2. The measurement apparatus according to claim 1, wherein

the touching unit includes a switching button, and

the switching section switches between connecting the touching unit to the measuring unit and connecting the touching unit to the image generation apparatus in response to input to the switching button.

3. The measurement apparatus according to claim 1, wherein

the touching unit includes a heating section that heats the inner portion of the body part.

4. The measurement apparatus according to claim 3, wherein

the heating section heats the inner portion of the body part to a predetermined temperature.

5. The measurement apparatus according to claim 3, wherein

the touching unit includes a heating control section that controls the heating of the heating section.

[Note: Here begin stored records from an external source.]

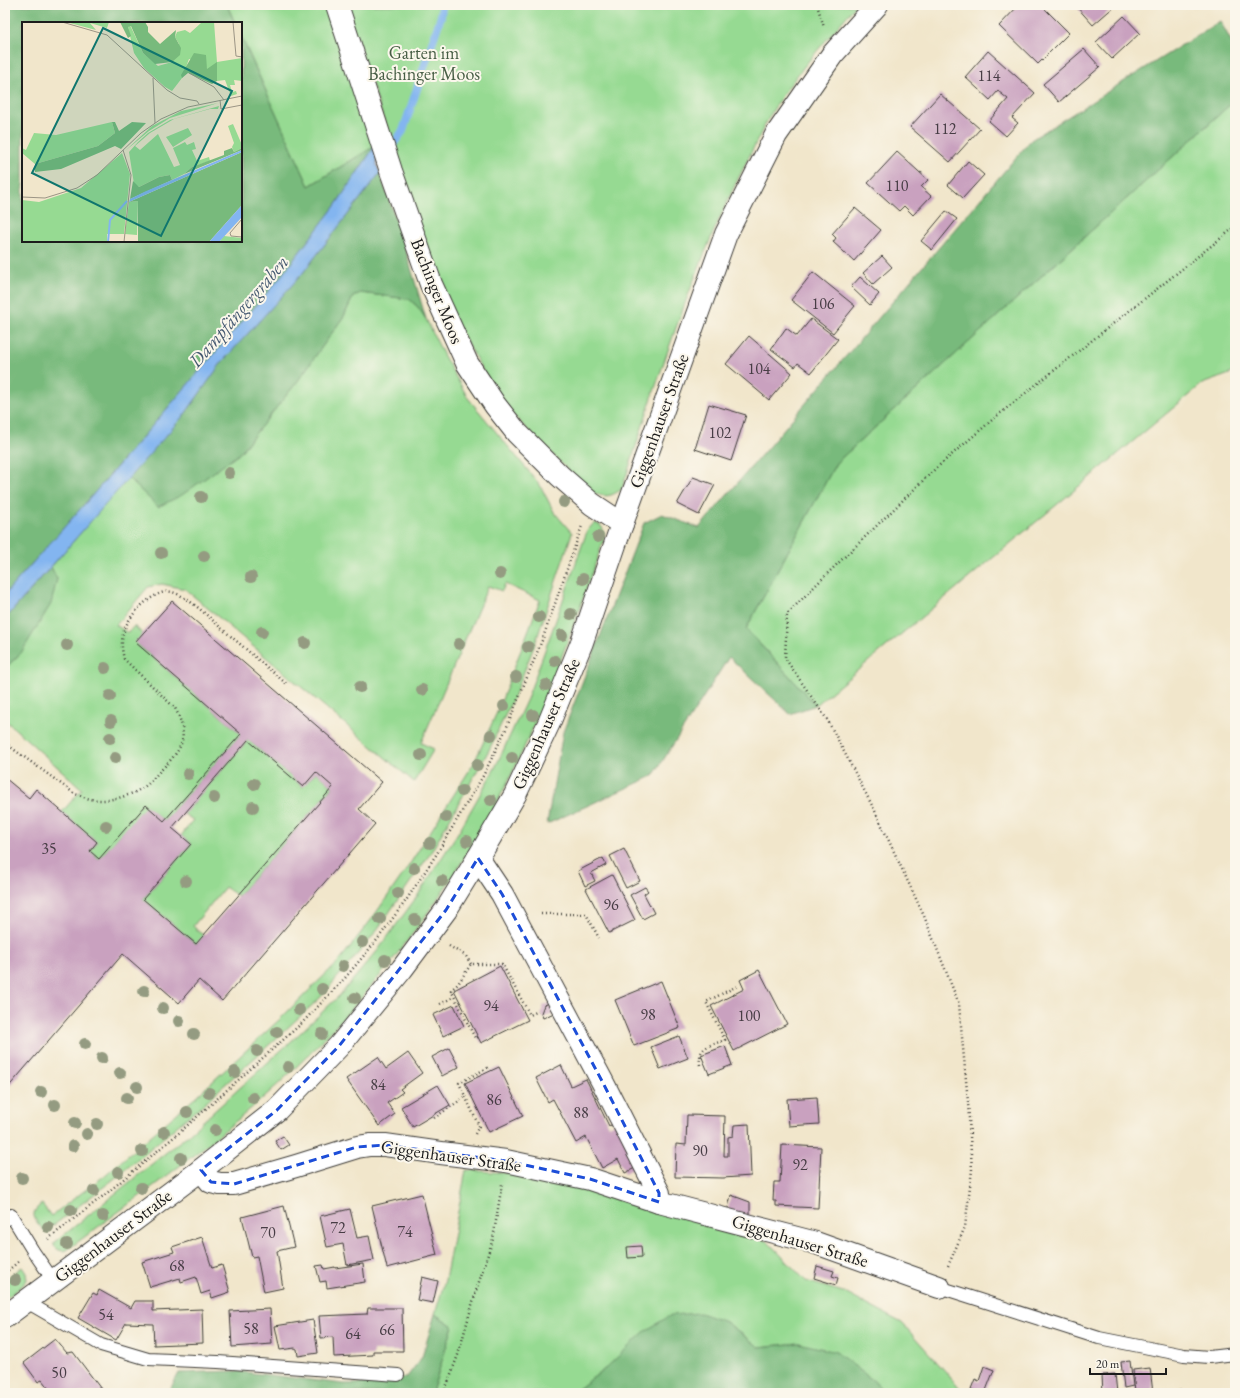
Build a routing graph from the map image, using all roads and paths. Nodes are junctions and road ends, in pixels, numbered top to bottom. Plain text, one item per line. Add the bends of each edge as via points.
1 (337, 5) edge
2 (878, 5) edge
3 (1235, 227) edge
4 (592, 504) junction
5 (622, 524) junction
6 (288, 685) dead end
7 (5, 743) edge
8 (478, 858) junction
9 (534, 914) dead end
10 (599, 938) dead end
11 (448, 945) dead end
12 (471, 964) junction
13 (737, 986) dead end
14 (454, 997) junction
15 (440, 1004) dead end
16 (542, 1009) dead end
17 (478, 1037) dead end
18 (700, 1065) dead end
19 (489, 1067) dead end
20 (465, 1097) junction
21 (434, 1118) dead end
22 (466, 1156) junction
23 (506, 1162) junction
24 (201, 1170) junction
25 (659, 1202) junction
26 (5, 1220) edge
27 (33, 1251) junction
28 (5, 1273) edge
29 (53, 1280) junction
30 (939, 1287) junction
31 (25, 1301) junction
32 (5, 1317) edge
33 (1235, 1354) edge
34 (398, 1374) dead end
35 (444, 1393) edge

1 - 4 street, Bachinger Moos via 431,284 467,363 518,434
2 - 5 street, Giggenhauser Straße via 832,55 776,135 726,234
3 - 30 path via 998,415 935,469 788,614 785,658 828,721 875,811 924,916 959,1004 972,1170 965,1227
4 - 5 street, Bachinger Moos
4 - 27 path via 543,638 506,729 483,776 440,849 377,940 346,978 302,1023 180,1132
5 - 8 street, Giggenhauser Straße via 582,642 549,723 515,795
6 - 7 path via 198,607 171,592 160,594 136,612 125,629 121,649 124,659 176,708 181,719 183,730 179,749 148,784 121,797 106,800 88,799 75,794
8 - 24 street, Giggenhauser Straße via 446,910 338,1046 277,1110
8 - 25 street via 502,894 605,1086 659,1193
9 - 10 path via 586,914
11 - 12 path via 466,956
12 - 14 path via 451,990
12 - 16 path via 502,964 530,1015
13 - 18 path via 706,1002 724,1040 701,1051
14 - 15 path
14 - 17 path via 475,1038
19 - 20 path via 458,1083
20 - 21 path
20 - 22 path via 479,1126
22 - 23 street, Giggenhauser Straße
22 - 24 street, Giggenhauser Straße via 370,1145 351,1148 234,1184 214,1183 208,1180
23 - 25 street, Giggenhauser Straße via 590,1179
23 - 35 path via 493,1239
24 - 29 street, Giggenhauser Straße
25 - 30 street, Giggenhauser Straße via 816,1243
26 - 27 lane via 11,1215
27 - 28 path
27 - 29 lane
29 - 31 street, Giggenhauser Straße
30 - 33 lane via 1100,1338 1184,1355 1209,1357
31 - 32 street, Giggenhauser Straße
31 - 34 lane via 101,1345 148,1359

6. The measurement apparatus according to claim 5, wherein

the heating control section controls the heating of the heating section in response to the switching section connecting the touching unit to the measuring unit.

7. The measurement apparatus according to claim 4, wherein

the measuring unit measures the characteristic of the body part according to a phase change of the response signal that accompanies a temperature change of the inner portion of the body part.

8. The measurement apparatus according to claim 1, wherein

the switching section is provided integrally with the measuring unit.

9. The measurement apparatus according to claim 1, wherein

the switching section is provided integrally with the touching unit.

10. The measurement apparatus according to claim 1, wherein

the measuring unit transmits a measurement result to the image generation apparatus and causes the measurement result to be displayed in a display section of the image generation apparatus.

11. The measurement apparatus according to claim 10, wherein

in response to the switching section connecting the touching unit to the measuring unit and the measurement result being within a predetermined range of values, the measuring unit transmits to the image generation apparatus a timing signal for displaying the measurement result in the display section of the image generation apparatus.

12. The measurement apparatus according to claim 1, wherein

the measuring unit further includes a display section for displaying a measurement result.

13. The measurement apparatus according to claim 1, wherein

the touching unit supplies the ultrasonic signal to a liver, and

the measuring unit measures a content percentage of fat in the liver.

14. The measurement apparatus according to claim 1, wherein the response signal is a reflected signal that has been reflected from the inner portion of the body part.

15. A measurement method comprising:

switching between connecting a touching unit to a measuring unit and connecting the touching unit to an image generation apparatus;

supplying an ultrasonic signal to a body part;

receiving, with the touching unit, a response signal that has passed through an inner portion of the body part;

when the touching unit is connected to the measuring unit, measuring, with the measuring unit, a characteristic of the body part based on the received response signal; and

when the touching unit is connected to the image generation apparatus, generating, with the image generation apparatus, an image of a region including the body part in response to the touching unit scanning the region.

16. An ultrasonic diagnosis apparatus comprising:

the measurement apparatus according to claim 1; and

an image generation apparatus that is connected to the touching unit and generates an image of a region including the body part, in response to the touching unit scanning the region, wherein

the measuring unit detects content percentage of fat at a designated measurement point in the image of the region, by having the switching section connect the touching unit to the measuring unit.